##### Materials provided

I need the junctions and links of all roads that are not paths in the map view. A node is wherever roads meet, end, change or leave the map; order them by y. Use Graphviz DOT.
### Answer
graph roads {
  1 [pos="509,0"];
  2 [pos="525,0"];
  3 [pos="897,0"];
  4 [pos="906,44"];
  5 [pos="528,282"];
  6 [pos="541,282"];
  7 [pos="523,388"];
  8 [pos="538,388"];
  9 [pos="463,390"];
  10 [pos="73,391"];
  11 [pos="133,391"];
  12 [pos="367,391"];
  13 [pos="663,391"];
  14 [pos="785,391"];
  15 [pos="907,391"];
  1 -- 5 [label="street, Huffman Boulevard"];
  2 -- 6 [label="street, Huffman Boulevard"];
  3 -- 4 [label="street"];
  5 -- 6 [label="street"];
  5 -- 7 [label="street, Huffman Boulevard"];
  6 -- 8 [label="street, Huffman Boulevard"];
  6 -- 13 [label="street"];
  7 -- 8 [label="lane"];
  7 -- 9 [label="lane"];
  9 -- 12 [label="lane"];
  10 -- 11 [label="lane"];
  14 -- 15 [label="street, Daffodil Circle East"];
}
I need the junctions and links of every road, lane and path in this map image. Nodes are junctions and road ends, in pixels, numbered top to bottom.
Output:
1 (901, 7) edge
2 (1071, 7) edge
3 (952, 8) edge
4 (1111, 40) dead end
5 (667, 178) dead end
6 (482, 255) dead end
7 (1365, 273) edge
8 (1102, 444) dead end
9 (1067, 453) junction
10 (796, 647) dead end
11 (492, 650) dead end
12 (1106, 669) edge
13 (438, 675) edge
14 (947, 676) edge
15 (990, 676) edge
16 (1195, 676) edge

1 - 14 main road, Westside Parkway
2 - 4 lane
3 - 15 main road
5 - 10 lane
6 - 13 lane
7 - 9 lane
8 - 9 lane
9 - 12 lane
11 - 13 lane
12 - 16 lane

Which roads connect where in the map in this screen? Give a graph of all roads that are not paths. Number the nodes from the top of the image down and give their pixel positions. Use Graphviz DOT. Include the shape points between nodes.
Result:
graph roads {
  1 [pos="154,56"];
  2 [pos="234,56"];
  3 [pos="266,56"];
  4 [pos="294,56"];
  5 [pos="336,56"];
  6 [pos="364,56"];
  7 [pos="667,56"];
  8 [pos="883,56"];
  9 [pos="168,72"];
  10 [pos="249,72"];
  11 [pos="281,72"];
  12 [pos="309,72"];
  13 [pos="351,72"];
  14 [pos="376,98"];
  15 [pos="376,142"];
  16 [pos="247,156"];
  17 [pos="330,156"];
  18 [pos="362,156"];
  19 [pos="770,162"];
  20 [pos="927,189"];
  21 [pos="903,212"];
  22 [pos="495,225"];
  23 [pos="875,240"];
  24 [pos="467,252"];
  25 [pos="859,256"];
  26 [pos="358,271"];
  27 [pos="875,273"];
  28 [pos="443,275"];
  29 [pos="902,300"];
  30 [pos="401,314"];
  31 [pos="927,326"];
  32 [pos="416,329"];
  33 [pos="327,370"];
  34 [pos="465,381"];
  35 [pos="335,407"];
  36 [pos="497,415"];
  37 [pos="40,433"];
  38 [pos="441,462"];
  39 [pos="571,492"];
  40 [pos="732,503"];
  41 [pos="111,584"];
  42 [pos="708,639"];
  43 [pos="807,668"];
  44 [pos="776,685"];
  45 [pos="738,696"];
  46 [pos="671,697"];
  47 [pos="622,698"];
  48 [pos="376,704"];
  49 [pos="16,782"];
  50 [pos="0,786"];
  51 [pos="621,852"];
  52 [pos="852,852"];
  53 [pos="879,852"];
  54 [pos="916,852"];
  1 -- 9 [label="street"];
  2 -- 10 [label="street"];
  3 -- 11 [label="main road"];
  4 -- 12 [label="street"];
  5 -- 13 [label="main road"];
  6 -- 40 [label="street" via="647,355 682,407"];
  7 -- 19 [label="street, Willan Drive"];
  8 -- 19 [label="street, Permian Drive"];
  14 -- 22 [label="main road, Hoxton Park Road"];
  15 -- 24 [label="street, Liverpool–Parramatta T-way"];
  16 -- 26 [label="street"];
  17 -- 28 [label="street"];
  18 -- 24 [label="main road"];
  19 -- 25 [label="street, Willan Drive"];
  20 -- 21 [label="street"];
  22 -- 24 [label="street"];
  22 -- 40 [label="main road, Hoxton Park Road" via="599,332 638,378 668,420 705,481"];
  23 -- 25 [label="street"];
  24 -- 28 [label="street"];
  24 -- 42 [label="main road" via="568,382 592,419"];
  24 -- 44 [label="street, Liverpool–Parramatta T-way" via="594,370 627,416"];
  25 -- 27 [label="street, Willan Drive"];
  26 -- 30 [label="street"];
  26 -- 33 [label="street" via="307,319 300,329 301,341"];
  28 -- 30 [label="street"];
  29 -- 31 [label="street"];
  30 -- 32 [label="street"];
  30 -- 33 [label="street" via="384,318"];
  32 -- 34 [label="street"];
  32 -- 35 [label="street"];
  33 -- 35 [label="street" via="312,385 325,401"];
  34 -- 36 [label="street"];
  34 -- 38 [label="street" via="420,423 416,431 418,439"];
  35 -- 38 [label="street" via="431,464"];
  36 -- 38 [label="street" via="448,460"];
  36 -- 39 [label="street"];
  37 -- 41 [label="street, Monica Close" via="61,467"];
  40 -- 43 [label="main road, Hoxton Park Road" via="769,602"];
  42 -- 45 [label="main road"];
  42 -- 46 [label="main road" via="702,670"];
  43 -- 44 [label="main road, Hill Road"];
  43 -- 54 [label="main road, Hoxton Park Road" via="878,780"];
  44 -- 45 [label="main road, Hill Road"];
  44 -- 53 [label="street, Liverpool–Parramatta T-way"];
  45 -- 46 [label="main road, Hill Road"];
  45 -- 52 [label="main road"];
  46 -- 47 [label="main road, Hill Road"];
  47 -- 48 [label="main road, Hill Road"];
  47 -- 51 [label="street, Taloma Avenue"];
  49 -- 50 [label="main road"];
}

##########

• [Brief]: Exactly as written above, set down the whole listing again.

• [Your response]:
I need the junctions and links of all roads that are not paths in the map view. A node is wherever roads meet, end, change or leave the map; order them by y. Use Graphviz DOT.
### Answer
graph roads {
  1 [pos="509,0"];
  2 [pos="525,0"];
  3 [pos="897,0"];
  4 [pos="906,44"];
  5 [pos="528,282"];
  6 [pos="541,282"];
  7 [pos="523,388"];
  8 [pos="538,388"];
  9 [pos="463,390"];
  10 [pos="73,391"];
  11 [pos="133,391"];
  12 [pos="367,391"];
  13 [pos="663,391"];
  14 [pos="785,391"];
  15 [pos="907,391"];
  1 -- 5 [label="street, Huffman Boulevard"];
  2 -- 6 [label="street, Huffman Boulevard"];
  3 -- 4 [label="street"];
  5 -- 6 [label="street"];
  5 -- 7 [label="street, Huffman Boulevard"];
  6 -- 8 [label="street, Huffman Boulevard"];
  6 -- 13 [label="street"];
  7 -- 8 [label="lane"];
  7 -- 9 [label="lane"];
  9 -- 12 [label="lane"];
  10 -- 11 [label="lane"];
  14 -- 15 [label="street, Daffodil Circle East"];
}
I need the junctions and links of every road, lane and path in this map image. Nodes are junctions and road ends, in pixels, numbered top to bottom.
Output:
1 (901, 7) edge
2 (1071, 7) edge
3 (952, 8) edge
4 (1111, 40) dead end
5 (667, 178) dead end
6 (482, 255) dead end
7 (1365, 273) edge
8 (1102, 444) dead end
9 (1067, 453) junction
10 (796, 647) dead end
11 (492, 650) dead end
12 (1106, 669) edge
13 (438, 675) edge
14 (947, 676) edge
15 (990, 676) edge
16 (1195, 676) edge

1 - 14 main road, Westside Parkway
2 - 4 lane
3 - 15 main road
5 - 10 lane
6 - 13 lane
7 - 9 lane
8 - 9 lane
9 - 12 lane
11 - 13 lane
12 - 16 lane

Which roads connect where in the map in this screen? Give a graph of all roads that are not paths. Number the nodes from the top of the image down and give their pixel positions. Use Graphviz DOT. Include the shape points between nodes.
Result:
graph roads {
  1 [pos="154,56"];
  2 [pos="234,56"];
  3 [pos="266,56"];
  4 [pos="294,56"];
  5 [pos="336,56"];
  6 [pos="364,56"];
  7 [pos="667,56"];
  8 [pos="883,56"];
  9 [pos="168,72"];
  10 [pos="249,72"];
  11 [pos="281,72"];
  12 [pos="309,72"];
  13 [pos="351,72"];
  14 [pos="376,98"];
  15 [pos="376,142"];
  16 [pos="247,156"];
  17 [pos="330,156"];
  18 [pos="362,156"];
  19 [pos="770,162"];
  20 [pos="927,189"];
  21 [pos="903,212"];
  22 [pos="495,225"];
  23 [pos="875,240"];
  24 [pos="467,252"];
  25 [pos="859,256"];
  26 [pos="358,271"];
  27 [pos="875,273"];
  28 [pos="443,275"];
  29 [pos="902,300"];
  30 [pos="401,314"];
  31 [pos="927,326"];
  32 [pos="416,329"];
  33 [pos="327,370"];
  34 [pos="465,381"];
  35 [pos="335,407"];
  36 [pos="497,415"];
  37 [pos="40,433"];
  38 [pos="441,462"];
  39 [pos="571,492"];
  40 [pos="732,503"];
  41 [pos="111,584"];
  42 [pos="708,639"];
  43 [pos="807,668"];
  44 [pos="776,685"];
  45 [pos="738,696"];
  46 [pos="671,697"];
  47 [pos="622,698"];
  48 [pos="376,704"];
  49 [pos="16,782"];
  50 [pos="0,786"];
  51 [pos="621,852"];
  52 [pos="852,852"];
  53 [pos="879,852"];
  54 [pos="916,852"];
  1 -- 9 [label="street"];
  2 -- 10 [label="street"];
  3 -- 11 [label="main road"];
  4 -- 12 [label="street"];
  5 -- 13 [label="main road"];
  6 -- 40 [label="street" via="647,355 682,407"];
  7 -- 19 [label="street, Willan Drive"];
  8 -- 19 [label="street, Permian Drive"];
  14 -- 22 [label="main road, Hoxton Park Road"];
  15 -- 24 [label="street, Liverpool–Parramatta T-way"];
  16 -- 26 [label="street"];
  17 -- 28 [label="street"];
  18 -- 24 [label="main road"];
  19 -- 25 [label="street, Willan Drive"];
  20 -- 21 [label="street"];
  22 -- 24 [label="street"];
  22 -- 40 [label="main road, Hoxton Park Road" via="599,332 638,378 668,420 705,481"];
  23 -- 25 [label="street"];
  24 -- 28 [label="street"];
  24 -- 42 [label="main road" via="568,382 592,419"];
  24 -- 44 [label="street, Liverpool–Parramatta T-way" via="594,370 627,416"];
  25 -- 27 [label="street, Willan Drive"];
  26 -- 30 [label="street"];
  26 -- 33 [label="street" via="307,319 300,329 301,341"];
  28 -- 30 [label="street"];
  29 -- 31 [label="street"];
  30 -- 32 [label="street"];
  30 -- 33 [label="street" via="384,318"];
  32 -- 34 [label="street"];
  32 -- 35 [label="street"];
  33 -- 35 [label="street" via="312,385 325,401"];
  34 -- 36 [label="street"];
  34 -- 38 [label="street" via="420,423 416,431 418,439"];
  35 -- 38 [label="street" via="431,464"];
  36 -- 38 [label="street" via="448,460"];
  36 -- 39 [label="street"];
  37 -- 41 [label="street, Monica Close" via="61,467"];
  40 -- 43 [label="main road, Hoxton Park Road" via="769,602"];
  42 -- 45 [label="main road"];
  42 -- 46 [label="main road" via="702,670"];
  43 -- 44 [label="main road, Hill Road"];
  43 -- 54 [label="main road, Hoxton Park Road" via="878,780"];
  44 -- 45 [label="main road, Hill Road"];
  44 -- 53 [label="street, Liverpool–Parramatta T-way"];
  45 -- 46 [label="main road, Hill Road"];
  45 -- 52 [label="main road"];
  46 -- 47 [label="main road, Hill Road"];
  47 -- 48 [label="main road, Hill Road"];
  47 -- 51 [label="street, Taloma Avenue"];
  49 -- 50 [label="main road"];
}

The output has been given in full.